The chapters on self-love, gratitude, the wisdom of the heart, and feeling inner peace are my favorite ones in the book. The principles presented in these chapters have brought me a feeling of warm comfort, a feeling that truly resonates with my core, my center. The chapter on inner peace, for instance, contains the assertion that inner peace is a connection to one's deeper self, and that this connection helps one to release fear. Other thoughts include the concept of letting go of the need to have situations and people be a certain way. This is an attachment that interferes with the attainment of inner peace.

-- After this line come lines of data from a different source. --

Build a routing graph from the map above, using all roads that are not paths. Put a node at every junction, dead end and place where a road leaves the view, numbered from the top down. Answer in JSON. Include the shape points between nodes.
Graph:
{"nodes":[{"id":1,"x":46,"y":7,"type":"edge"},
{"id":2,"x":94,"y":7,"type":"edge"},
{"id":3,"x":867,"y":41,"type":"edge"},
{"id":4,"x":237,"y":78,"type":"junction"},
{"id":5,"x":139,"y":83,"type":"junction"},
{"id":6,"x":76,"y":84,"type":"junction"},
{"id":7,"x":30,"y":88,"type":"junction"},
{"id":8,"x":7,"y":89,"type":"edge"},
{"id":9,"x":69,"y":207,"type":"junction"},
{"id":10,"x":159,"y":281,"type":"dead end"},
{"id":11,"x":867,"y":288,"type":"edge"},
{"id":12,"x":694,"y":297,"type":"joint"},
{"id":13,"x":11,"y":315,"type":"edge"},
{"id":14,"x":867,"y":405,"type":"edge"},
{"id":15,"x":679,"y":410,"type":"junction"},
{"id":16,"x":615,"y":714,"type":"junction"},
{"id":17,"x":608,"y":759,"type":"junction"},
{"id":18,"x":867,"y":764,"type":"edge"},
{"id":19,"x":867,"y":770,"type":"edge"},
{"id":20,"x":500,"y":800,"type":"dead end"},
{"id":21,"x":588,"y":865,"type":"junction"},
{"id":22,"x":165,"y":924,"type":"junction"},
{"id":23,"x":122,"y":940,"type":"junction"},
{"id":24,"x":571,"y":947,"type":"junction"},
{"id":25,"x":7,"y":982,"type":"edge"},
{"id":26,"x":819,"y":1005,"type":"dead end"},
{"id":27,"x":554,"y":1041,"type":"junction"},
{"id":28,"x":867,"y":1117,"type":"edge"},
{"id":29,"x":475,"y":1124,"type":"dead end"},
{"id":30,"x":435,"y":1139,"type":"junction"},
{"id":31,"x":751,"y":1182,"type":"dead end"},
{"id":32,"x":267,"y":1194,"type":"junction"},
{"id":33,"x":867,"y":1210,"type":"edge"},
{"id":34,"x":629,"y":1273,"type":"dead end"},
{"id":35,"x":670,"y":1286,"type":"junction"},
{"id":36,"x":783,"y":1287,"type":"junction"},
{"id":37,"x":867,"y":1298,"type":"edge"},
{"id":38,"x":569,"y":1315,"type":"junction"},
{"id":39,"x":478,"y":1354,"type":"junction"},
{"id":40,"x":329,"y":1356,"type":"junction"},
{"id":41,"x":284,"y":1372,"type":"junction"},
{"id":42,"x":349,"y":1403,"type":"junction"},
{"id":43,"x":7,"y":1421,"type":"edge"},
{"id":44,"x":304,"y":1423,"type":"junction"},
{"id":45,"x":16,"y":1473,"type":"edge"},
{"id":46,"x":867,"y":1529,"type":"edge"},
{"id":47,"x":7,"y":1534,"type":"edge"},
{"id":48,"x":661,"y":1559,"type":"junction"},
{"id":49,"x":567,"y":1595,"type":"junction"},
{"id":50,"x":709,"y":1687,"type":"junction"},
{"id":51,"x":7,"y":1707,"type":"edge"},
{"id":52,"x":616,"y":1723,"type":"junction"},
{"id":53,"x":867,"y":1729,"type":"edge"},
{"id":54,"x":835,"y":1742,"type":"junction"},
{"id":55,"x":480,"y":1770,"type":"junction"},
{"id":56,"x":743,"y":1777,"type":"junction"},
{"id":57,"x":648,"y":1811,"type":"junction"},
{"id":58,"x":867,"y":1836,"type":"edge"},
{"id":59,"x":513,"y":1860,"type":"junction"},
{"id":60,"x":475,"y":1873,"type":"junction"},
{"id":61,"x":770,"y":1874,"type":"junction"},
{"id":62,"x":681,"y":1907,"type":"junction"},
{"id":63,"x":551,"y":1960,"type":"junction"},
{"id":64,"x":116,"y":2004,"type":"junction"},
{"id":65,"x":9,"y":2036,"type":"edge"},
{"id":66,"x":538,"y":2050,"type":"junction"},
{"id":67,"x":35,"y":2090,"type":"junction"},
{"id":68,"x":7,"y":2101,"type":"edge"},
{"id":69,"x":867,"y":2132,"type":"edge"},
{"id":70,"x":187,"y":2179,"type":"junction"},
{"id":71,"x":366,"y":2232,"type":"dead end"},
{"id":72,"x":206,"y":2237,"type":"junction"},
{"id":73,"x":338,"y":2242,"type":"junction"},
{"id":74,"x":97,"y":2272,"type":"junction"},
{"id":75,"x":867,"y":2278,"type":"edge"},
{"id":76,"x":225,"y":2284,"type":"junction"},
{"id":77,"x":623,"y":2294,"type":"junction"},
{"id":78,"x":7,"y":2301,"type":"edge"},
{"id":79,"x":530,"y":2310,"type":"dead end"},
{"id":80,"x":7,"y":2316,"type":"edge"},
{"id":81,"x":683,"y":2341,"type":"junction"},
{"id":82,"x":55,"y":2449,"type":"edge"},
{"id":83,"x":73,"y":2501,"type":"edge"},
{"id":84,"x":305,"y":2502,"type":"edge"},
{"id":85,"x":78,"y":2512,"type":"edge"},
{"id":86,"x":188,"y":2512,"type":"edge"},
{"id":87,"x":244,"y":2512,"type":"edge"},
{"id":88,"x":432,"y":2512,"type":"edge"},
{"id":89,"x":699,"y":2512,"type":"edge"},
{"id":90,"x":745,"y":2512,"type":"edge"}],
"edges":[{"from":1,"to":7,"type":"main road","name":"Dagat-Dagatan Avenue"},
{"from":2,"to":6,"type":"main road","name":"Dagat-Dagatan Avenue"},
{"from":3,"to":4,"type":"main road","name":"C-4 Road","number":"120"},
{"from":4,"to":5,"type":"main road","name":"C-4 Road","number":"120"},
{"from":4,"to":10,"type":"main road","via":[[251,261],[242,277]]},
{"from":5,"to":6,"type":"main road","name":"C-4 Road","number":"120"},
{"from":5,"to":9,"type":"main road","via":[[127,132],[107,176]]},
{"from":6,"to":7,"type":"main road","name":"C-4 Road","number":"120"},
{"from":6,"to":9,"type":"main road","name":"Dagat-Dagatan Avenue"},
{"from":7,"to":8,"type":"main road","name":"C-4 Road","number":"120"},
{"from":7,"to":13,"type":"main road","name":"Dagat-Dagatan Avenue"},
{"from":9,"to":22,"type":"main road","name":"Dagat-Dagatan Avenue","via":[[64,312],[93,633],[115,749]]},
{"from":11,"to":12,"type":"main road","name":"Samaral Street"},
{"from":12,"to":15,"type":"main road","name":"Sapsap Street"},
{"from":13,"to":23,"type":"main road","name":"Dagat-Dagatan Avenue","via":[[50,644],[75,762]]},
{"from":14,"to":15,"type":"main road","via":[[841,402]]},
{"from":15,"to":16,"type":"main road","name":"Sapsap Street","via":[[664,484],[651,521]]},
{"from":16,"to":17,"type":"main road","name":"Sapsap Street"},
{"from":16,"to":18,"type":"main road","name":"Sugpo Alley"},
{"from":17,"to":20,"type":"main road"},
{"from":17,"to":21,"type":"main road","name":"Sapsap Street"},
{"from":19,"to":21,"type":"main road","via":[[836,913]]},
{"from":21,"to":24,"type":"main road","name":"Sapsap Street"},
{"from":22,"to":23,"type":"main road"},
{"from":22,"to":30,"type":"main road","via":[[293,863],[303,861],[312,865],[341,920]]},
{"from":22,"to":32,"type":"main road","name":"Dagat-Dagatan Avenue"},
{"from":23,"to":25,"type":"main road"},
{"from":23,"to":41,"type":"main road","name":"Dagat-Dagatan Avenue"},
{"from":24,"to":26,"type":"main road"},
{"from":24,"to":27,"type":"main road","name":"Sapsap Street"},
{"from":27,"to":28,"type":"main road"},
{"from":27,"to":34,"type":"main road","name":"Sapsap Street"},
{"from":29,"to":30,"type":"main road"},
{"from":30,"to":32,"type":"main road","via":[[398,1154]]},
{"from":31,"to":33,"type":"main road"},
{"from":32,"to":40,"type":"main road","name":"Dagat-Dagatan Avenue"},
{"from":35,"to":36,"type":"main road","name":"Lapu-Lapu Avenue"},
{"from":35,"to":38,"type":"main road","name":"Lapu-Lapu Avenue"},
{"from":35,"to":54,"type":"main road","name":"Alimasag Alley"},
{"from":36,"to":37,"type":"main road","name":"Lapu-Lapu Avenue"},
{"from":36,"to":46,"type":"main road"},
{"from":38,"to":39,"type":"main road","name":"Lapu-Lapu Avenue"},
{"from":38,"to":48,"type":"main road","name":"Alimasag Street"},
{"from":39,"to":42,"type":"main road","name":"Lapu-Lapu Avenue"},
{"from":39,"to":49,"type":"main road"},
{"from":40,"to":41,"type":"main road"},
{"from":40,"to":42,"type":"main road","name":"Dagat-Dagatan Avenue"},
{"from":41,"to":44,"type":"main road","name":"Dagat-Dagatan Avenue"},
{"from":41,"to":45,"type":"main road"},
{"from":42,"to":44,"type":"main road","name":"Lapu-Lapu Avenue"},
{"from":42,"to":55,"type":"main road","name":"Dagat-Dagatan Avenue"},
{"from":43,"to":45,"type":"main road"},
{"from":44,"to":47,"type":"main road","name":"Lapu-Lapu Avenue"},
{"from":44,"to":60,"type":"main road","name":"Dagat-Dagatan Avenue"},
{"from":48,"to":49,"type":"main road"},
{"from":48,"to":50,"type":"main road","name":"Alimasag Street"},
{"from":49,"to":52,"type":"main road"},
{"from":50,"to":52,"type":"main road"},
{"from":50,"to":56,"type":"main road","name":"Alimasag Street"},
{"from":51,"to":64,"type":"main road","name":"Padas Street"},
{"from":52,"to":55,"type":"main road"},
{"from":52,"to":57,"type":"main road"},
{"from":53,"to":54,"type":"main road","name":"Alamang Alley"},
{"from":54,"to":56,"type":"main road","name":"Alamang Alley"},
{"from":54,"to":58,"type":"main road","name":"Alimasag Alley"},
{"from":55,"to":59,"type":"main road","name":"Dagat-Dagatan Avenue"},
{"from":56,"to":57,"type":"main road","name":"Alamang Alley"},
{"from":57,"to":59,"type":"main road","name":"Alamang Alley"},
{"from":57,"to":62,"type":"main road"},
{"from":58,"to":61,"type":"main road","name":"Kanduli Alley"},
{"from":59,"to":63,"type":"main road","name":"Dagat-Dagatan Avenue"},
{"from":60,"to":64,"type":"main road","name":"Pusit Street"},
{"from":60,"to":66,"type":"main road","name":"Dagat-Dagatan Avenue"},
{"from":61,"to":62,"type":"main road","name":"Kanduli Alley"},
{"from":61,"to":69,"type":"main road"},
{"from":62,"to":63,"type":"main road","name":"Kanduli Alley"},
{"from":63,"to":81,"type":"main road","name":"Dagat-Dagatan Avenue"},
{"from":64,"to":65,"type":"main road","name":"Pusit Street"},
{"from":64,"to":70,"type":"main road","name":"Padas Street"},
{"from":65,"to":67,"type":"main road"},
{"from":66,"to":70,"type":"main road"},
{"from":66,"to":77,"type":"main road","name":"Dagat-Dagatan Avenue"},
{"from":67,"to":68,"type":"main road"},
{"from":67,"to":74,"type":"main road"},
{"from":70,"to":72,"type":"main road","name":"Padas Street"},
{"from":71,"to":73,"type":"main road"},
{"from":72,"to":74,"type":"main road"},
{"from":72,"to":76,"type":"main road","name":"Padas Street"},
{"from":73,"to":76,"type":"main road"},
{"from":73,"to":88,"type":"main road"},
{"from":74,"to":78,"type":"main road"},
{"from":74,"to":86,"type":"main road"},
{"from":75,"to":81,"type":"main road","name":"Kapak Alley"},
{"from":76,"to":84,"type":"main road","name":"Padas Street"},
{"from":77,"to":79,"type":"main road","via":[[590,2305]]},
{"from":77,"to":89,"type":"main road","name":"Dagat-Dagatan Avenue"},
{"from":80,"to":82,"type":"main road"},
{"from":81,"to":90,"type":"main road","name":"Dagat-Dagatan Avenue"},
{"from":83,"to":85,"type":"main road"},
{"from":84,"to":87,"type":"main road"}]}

The chapter on the wisdom of the heart equates this wisdom with love, and contains many beautiful thoughts on the nature of love in its many forms. The last of the short quotes above comes from this chapter.
The chapter on self-love mentions such things as letting go of guilt, and the importance of a healthy dialogue with the self, as well as just how crucial it is to forgive oneself as well as others. One of the most beautiful things about this chapter is the recommendation to dwell on qualities of the soul, such as peace, appreciation, humility, harmony, joy, abundance, freedom, serenity, strength, compassion, light, and creativity, for the purpose of becoming these qualities, as well as magnetizing them to oneself from the surrounding environment.
All of the books in the Earth Life Series contain questions and exercises at the end of every chapter. Each of these sections is simply titled "Playsheet", and is very helpful in further exploring the concepts discussed in each chapter.
This is a book to be read, reflected upon, and studied. It's a book that bridges the physical and the metaphysical. The writing style flows gently through the mind as one reads, smoothly leading from one concept to another. The tone is never preachy, but loving, yet firm. In spite of the objections I have pointed out above, I can truly say that this book has been, and will continue to be, a balm to my spirit, a beautiful opening of higher vistas. I know I will be dipping into it very often, slowly savoring its fascinating insights, even as I set aside the concepts I feel don't mesh with my spiritual values.
Whatever your opinion of this book, you can't fail to be profoundly affected by it. Even if some of the material might have been presented elsewhere, the way it's handled here is guaranteed to touch your life in very unique ways. Even if, like me, you find yourself unable to agree wholeheartedly with all of its concepts and teachings, you will, also like me, probably find yourself unable to resist opening it again...and again....and again.